We measured plasma levels of chromogranin A (CgA) and calcitonin (CT) in 61 patients with surgically confirmed medullary thyroid carcinoma (MTC). CT was elevated in 46 patients, whereas CgA was elevated in 14 patients. Plasma levels of CgA and CT were moderately correlated (r = 0.87), but CgA became elevated in most patients only in advanced disease. Patients with high plasma CT values (greater than 10 micrograms/L) also had elevated CgA in 83% of cases. An elevated plasma CgA level despite normal CT levels was found in only 1 patient.
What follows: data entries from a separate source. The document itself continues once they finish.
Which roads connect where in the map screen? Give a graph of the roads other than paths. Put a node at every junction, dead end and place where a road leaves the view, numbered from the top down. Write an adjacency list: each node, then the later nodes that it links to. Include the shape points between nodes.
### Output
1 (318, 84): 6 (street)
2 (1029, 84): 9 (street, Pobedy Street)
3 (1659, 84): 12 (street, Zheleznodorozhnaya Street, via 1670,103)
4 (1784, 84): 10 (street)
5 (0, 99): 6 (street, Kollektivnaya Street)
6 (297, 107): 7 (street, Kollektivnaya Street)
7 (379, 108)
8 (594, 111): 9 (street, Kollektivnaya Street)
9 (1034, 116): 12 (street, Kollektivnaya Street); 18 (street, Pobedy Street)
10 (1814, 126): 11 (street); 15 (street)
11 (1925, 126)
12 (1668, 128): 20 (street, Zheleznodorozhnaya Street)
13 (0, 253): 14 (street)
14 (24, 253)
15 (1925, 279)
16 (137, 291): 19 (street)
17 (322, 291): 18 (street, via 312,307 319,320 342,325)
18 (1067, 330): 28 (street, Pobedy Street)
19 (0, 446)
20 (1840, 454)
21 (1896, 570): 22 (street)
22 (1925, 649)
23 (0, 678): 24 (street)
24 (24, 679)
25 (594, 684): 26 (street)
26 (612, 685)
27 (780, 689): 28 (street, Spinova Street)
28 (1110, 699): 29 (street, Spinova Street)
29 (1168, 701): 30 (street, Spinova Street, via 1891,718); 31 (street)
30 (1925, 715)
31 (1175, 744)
In 8 MTC patients with moderately elevated basal CT levels, pentagastrin as a secretagogue usually was not able to release detectable amounts of CgA from MTC tissue. In 2 MTC patients, i.v. catheter sampling gave sharp gradients for CT concentrations (greater than 2.7-fold peak to peripheral ratios) and, therefore, precise MTC tissue localization, whereas no gradients were demonstrable for CgA (less than 1.2-fold). One patient with MTC and elevated CgA reached normal CgA plasma levels within 8 days after thyroidectomy. In metastatic tissue from 8 patients with MTC, CgA and CT were detectable immunohistologically in all cases, but plasma CgA was elevated only in 2 and CT in 7 of them. Plasma CgA levels in patients with MTC usually became elevated only in advanced disease and were not able to detect early disease stages, were correlated with CT levels, were not useful in stimulation tests or venous localization studies, and probably resulted from the release from MTC tissue as the major tissue source, as shown in the sporadic cases.